Needs Assessment for AI readiness

LLM Generated questions (GPT)

2/3/20263 min read

white concrete building
white concrete building

Each question is designed to reveal actual readiness, not just optimism.

1. Business Alignment & AI Intent

(Are we solving real problems or chasing shiny objects?

  1. What specific business outcomes are you expecting AI to drive in the next 12–24 months (revenue, cost, risk, CX, productivity)?

  2. Which decisions or workflows today are slow, manual, or inconsistent—and materially impact performance?

  3. Where do you believe AI could create defensible advantage versus simple automation?

  4. How will we measure success beyond pilots (e.g., P&L impact, cycle time reduction, risk reduction)?

  5. Who owns AI outcomes at the executive level?

Signal: Clear answers = strategic intent.
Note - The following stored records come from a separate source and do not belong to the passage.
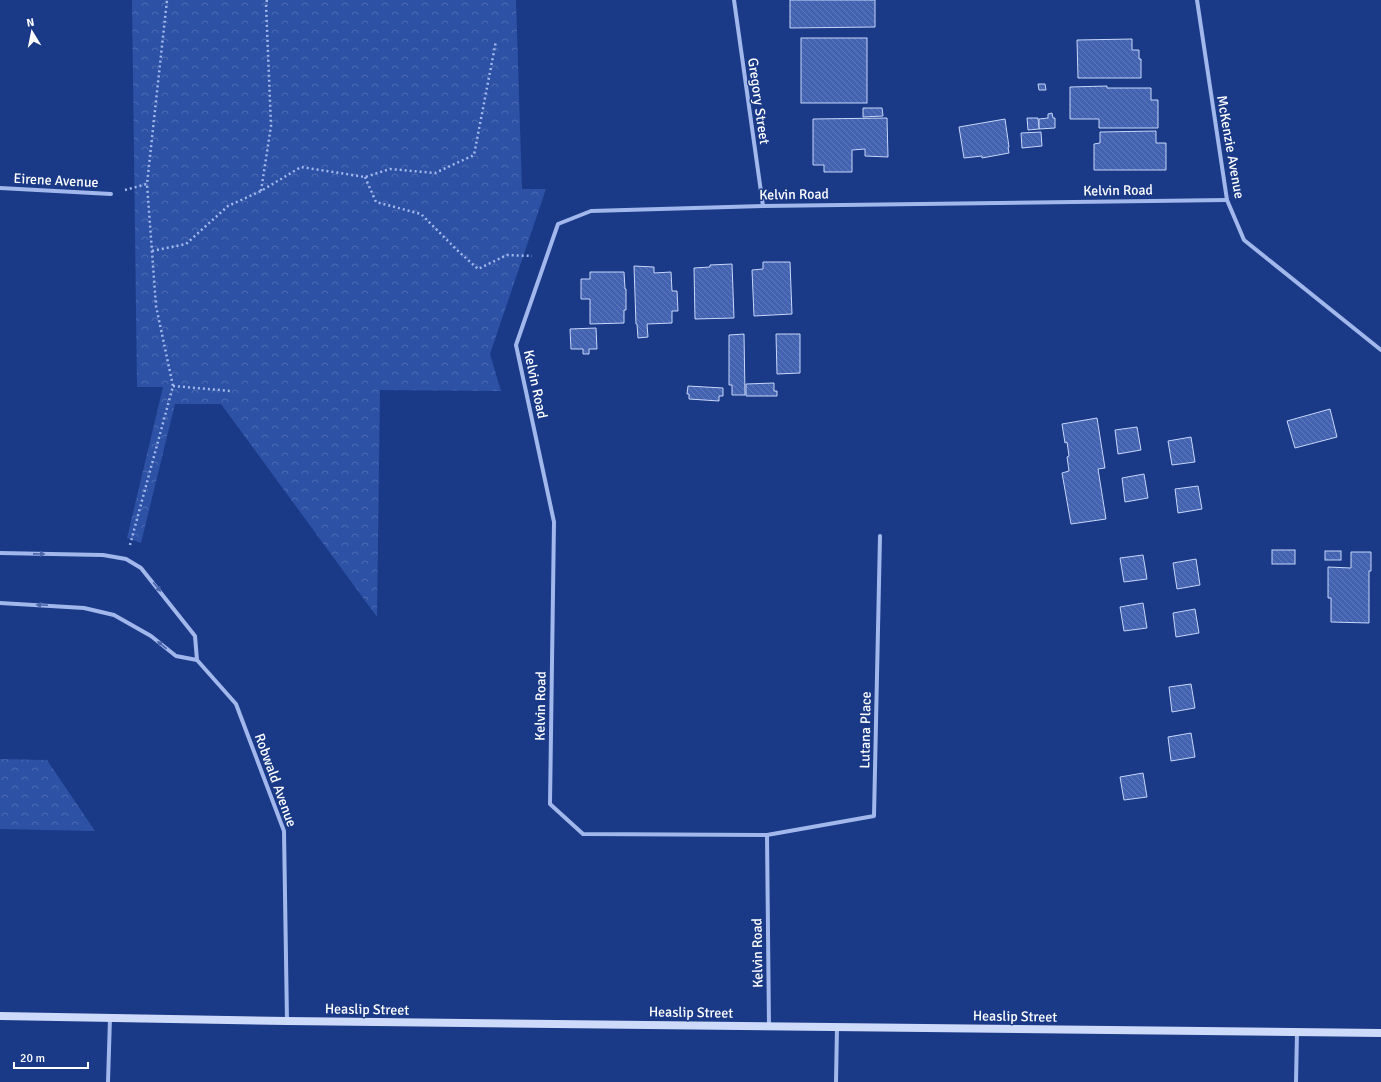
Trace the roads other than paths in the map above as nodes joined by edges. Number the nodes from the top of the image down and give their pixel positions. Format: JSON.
{"nodes":[{"id":1,"x":734,"y":0,"type":"edge"},
{"id":2,"x":1197,"y":0,"type":"edge"},
{"id":3,"x":0,"y":188,"type":"edge"},
{"id":4,"x":111,"y":194,"type":"road end"},
{"id":5,"x":1227,"y":200,"type":"junction"},
{"id":6,"x":763,"y":206,"type":"junction"},
{"id":7,"x":1381,"y":350,"type":"edge"},
{"id":8,"x":880,"y":536,"type":"dead end"},
{"id":9,"x":0,"y":553,"type":"edge"},
{"id":10,"x":0,"y":603,"type":"edge"},
{"id":11,"x":197,"y":660,"type":"junction"},
{"id":12,"x":767,"y":835,"type":"junction"},
{"id":13,"x":0,"y":1016,"type":"edge"},
{"id":14,"x":110,"y":1017,"type":"junction"},
{"id":15,"x":287,"y":1021,"type":"junction"},
{"id":16,"x":769,"y":1026,"type":"junction"},
{"id":17,"x":837,"y":1027,"type":"junction"},
{"id":18,"x":1296,"y":1032,"type":"junction"},
{"id":19,"x":1381,"y":1033,"type":"edge"},
{"id":20,"x":108,"y":1082,"type":"edge"},
{"id":21,"x":836,"y":1082,"type":"edge"},
{"id":22,"x":1296,"y":1082,"type":"edge"}],
"edges":[{"from":1,"to":6,"type":"street","name":"Gregory Street"},
{"from":2,"to":5,"type":"street","name":"McKenzie Avenue"},
{"from":3,"to":4,"type":"street","name":"Eirene Avenue"},
{"from":5,"to":6,"type":"street","name":"Kelvin Road"},
{"from":5,"to":7,"type":"street","name":"McKenzie Avenue"},
{"from":6,"to":12,"type":"street","name":"Kelvin Road"},
{"from":8,"to":12,"type":"street","name":"Lutana Place"},
{"from":9,"to":11,"type":"street","one_way":true},
{"from":11,"to":10,"type":"street","one_way":true},
{"from":11,"to":15,"type":"street","name":"Robwald Avenue"},
{"from":12,"to":16,"type":"street","name":"Kelvin Road"},
{"from":13,"to":14,"type":"street","name":"Heaslip Street"},
{"from":14,"to":15,"type":"street","name":"Heaslip Street"},
{"from":14,"to":20,"type":"street"},
{"from":15,"to":16,"type":"street","name":"Heaslip Street"},
{"from":16,"to":17,"type":"street","name":"Heaslip Street"},
{"from":17,"to":18,"type":"street","name":"Heaslip Street"},
{"from":17,"to":21,"type":"street"},
{"from":18,"to":19,"type":"street","name":"Heaslip Street"},
{"from":18,"to":22,"type":"street"}]}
Vague answers = experimentation phase.

2. Data Availability & Quality

(AI is a mirror—what will it reflect?)

  1. What are our most critical data assets for decision-making today?

  2. Which of those data sources are trusted, complete, and up-to-date?

  3. Where do teams still rely on spreadsheets, manual reconciliations, or “tribal knowledge”?

  4. How frequently do data quality issues delay reporting or decisions?

  5. Do we have labeled or structured historical data for high-value use cases?

Signal: If executives can’t name key datasets, data maturity is low.

3. Data Governance, Privacy & Risk

(Can we scale AI without creating risk headlines?)

  1. Who is accountable for data ownership and stewardship across domains?

  2. How are data access decisions made today—and how long do they take?

  3. What PII, regulated, or sensitive data would AI systems be exposed to?

  4. Do we have clear policies on data usage for AI (training, prompts, fine-tuning)?

  5. How do we currently audit or monitor data misuse or leakage?

Signal: Manual approvals + unclear ownership = AI friction at scale.

4. Technology Stack & Architecture

(Can the plumbing handle intelligence?)

  1. What core systems generate and consume the data needed for AI use cases?

  2. How modern and API-accessible are those systems?

  3. Do we have a centralized data platform (lake/lakehouse/warehouse) or fragmented silos?

  4. How easily can new tools or models integrate with existing workflows?

  5. What technical debt most limits speed today?

Signal: Heavy batch systems + brittle integrations = slow AI adoption.

5. Cloud, Compute & Model Strategy

(Can we actually run AI at scale?)

  1. Are we primarily on-prem, cloud, or hybrid—and why?

  2. Do we have access to scalable compute (GPU/accelerators) when needed?

  3. What is our current posture toward using third-party models vs building our own?

  4. How do we evaluate model performance, cost, and vendor risk?

  5. What constraints (security, latency, regulation) shape where models can run?

Signal: “We’ll figure it out later” = hidden scaling risk.

6. Security & Enterprise Controls

(AI increases blast radius—are we ready?)

  1. How are identity, access, and secrets managed across systems today?

  2. What security reviews are required before deploying new technology?

  3. How do we prevent sensitive data from being exposed via AI prompts or outputs?

  4. Do we have logging, monitoring, and incident response for AI systems?

  5. Who signs off on AI systems interacting with customers or regulators?

Signal: Security as a blocker vs enabler tells you everything.

7. Operating Model & Delivery

(Can we move from pilots to production?)

  1. How do data, engineering, product, and business teams collaborate today?

  2. How long does it take to move an idea from concept to production?

  3. Do we have standardized environments for experimentation and deployment?

  4. How are AI models maintained, retrained, and retired?

  5. What breaks when priorities change?

Signal: Strong delivery muscle matters more than model choice.

8. Talent & Capability

(Who actually knows how this works?)

  1. What in-house skills do we have across data engineering, ML, and AI product?

  2. Where are we most dependent on vendors or consultants?

  3. How comfortable are teams interpreting and trusting AI outputs?

  4. What training exists for non-technical leaders using AI-driven insights?

  5. Who translates business problems into data/AI requirements today?

Signal: AI literacy at the top correlates with ROI at the bottom.

9. Change Management & Adoption

(AI unused is AI failed.)

  1. Which roles or workflows will AI most disrupt or augment?

  2. How do we currently drive adoption of new tools?

  3. What resistance do you anticipate—from whom, and why?

  4. How will incentives or KPIs change as AI is introduced?

  5. How do we ensure humans remain accountable for decisions?

Signal: Cultural readiness often lags technical readiness.

10. Ethics, Compliance & Trust

(Especially critical in regulated or customer-facing orgs.)

  1. What ethical principles guide our use of AI?

  2. How do we detect and mitigate bias in data or models?

  3. How explainable do AI decisions need to be—for customers, regulators, or courts?

  4. How will we handle errors or harm caused by AI systems?

  5. Who has authority to pause or shut down an AI system?

Signal: Mature orgs design trust upfront, not after incidents.